Stephen King ha scritto e scrive tantissimi
libri! Da quant’è che nella mia strapiena libreria è approdato 22/11/69 è nato
qualcosa in me, una curiosità accesa e profonda, una stima esorbitante ed
esarcitata, che in momenti imprecisati della mia vita mi hanno indotta a immergermi
in storie che non mi appartengono. Mi riferisco, ad esempio, a Mucchio d’ossa, La
metà oscura, e ora a Misery che mi raccontò una storia che francamente non
avevo mai sentito parlare. Nemmeno sfiorato l’idea che il film potesse acquietare
la mia insaziabile curiosità e la sua celebrità, sulle chiacchiere di un Oscar
all’attrice che impersona l’infermiera Anne, che confermo la bravura dopo aver
visto anche io la trasposizione cinematografica. Il bravo e buon vecchio Stephen
King, lettore vorace ma soprattutto amante di parole che non moriranno mai,
nemmeno dopo aver messo la parola “fine” ad ogni suo romanzo scritto, fece di
Misery una proiezione di quel che fu una visione immaginifica in un viaggio in
aereo per Londra, in un periodo essenzialmente tossico e dipendente, che esalta
non solo la parola scritta ma anche la vita che sta in sospeso fuori da un
tempo che sembra allungarsi.
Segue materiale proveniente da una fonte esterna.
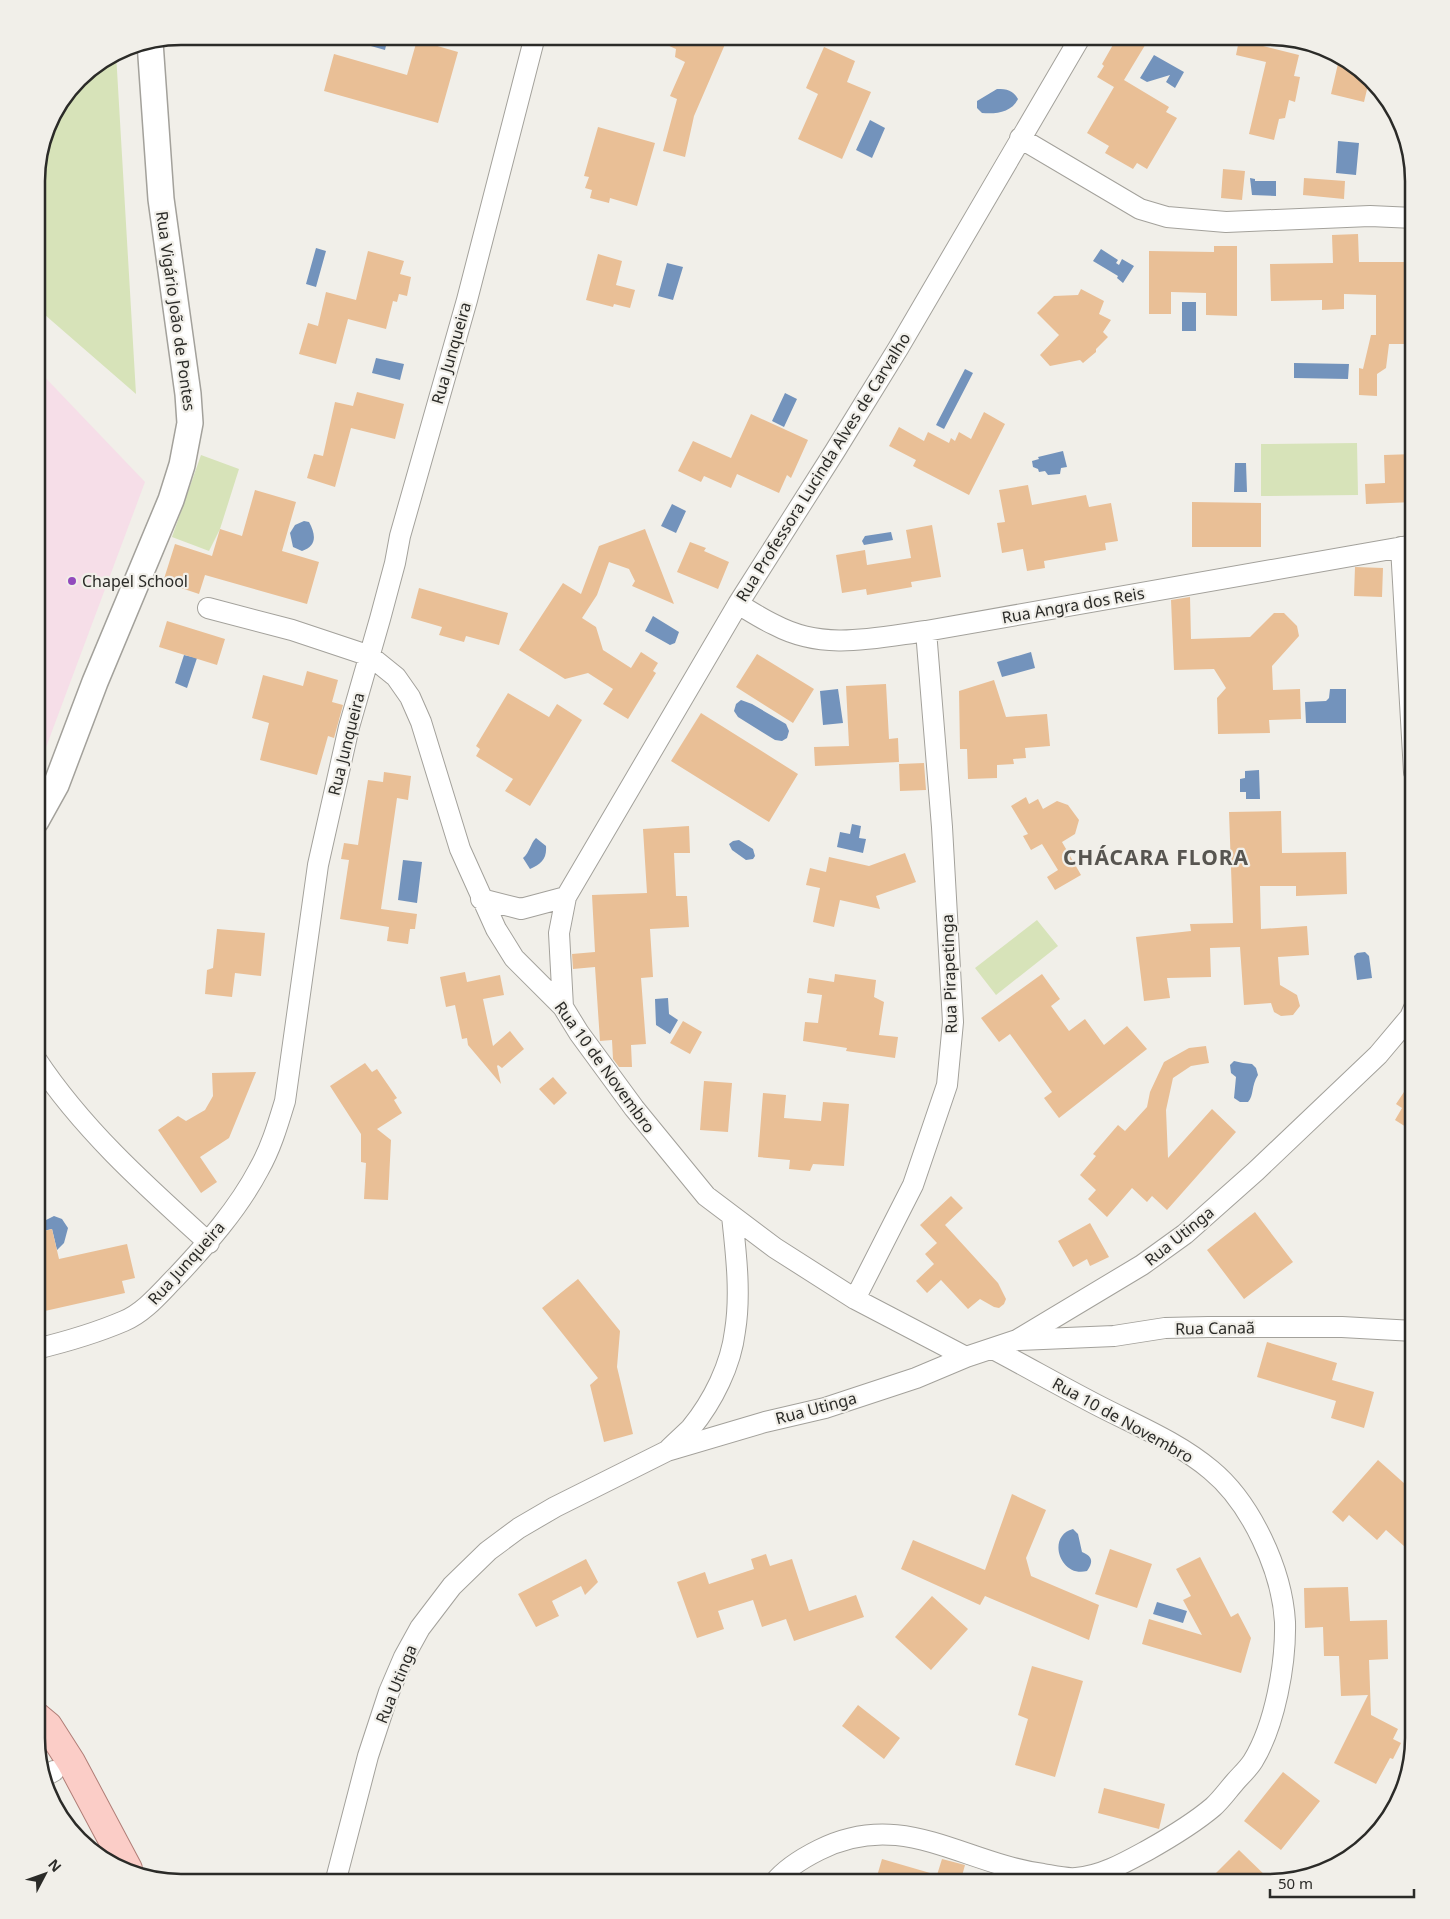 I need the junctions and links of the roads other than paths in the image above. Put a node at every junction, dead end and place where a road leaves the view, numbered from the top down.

Sospesi in un intervallo di silenzio che in un
certo senso incute terrore, così interminabile e intricata da indurci noi
stessi a cadere in questo mare di sangue e inchiostro. Paul infatti è quel
solitario uomo di coscienza – o forse no? – mosso da principi morali che senza
alcun fondamento teorico lo incastreranno in una rete fitta di paure, imbrogli,
messinscene che in un certo senso costruiscono una trama dentro una trama,
nonostante gli innumerevoli atti di resistenza. Prima o poi saremmo arrivati all’epilogo,
a prove di vita che inducono a riflettere, a dover imparare qualcosa di cui non
se ne conosce l’origine. Oscuro ma straordinariamente suggestivo.
La recensione:
Paul non avrebbe mai creduto che, una volta posto il punto finale a Misery, dovesse fare i conti con una realtà scabrosa e irritante che presto sarebbe diventata la sua. C’era stato un incidente che l’aveva portato a vagare come uno spettro nel bel mezzo del nulla, l’incontro/ scontro con una donna amante dei suoi romanzi e della sua prosa ma a relegarlo in una vecchia casa da cui avrebbe tratto qualunque perverso vantaggio. Cosa aveva fatto Paul per subire una simile punizione? Senza aver mai toccato nemmeno una mosca, quasi sempre rinchiuso fra le mura domestiche del suo studio, dinanzi a una vecchia macchina da scrivere il cui rumore incessante dei tasti rimbombava nel silenzio, senza più niente da scrivere ora che la sua Misery era morta. Però da quant’è che questa donna, Anne, l’aveva soccorso, qualunque parvenza di tranquillità era svanita. Lei, una vecchia infermeria dell’ospedale più vicino, non avrebbe dovuto aiutarlo?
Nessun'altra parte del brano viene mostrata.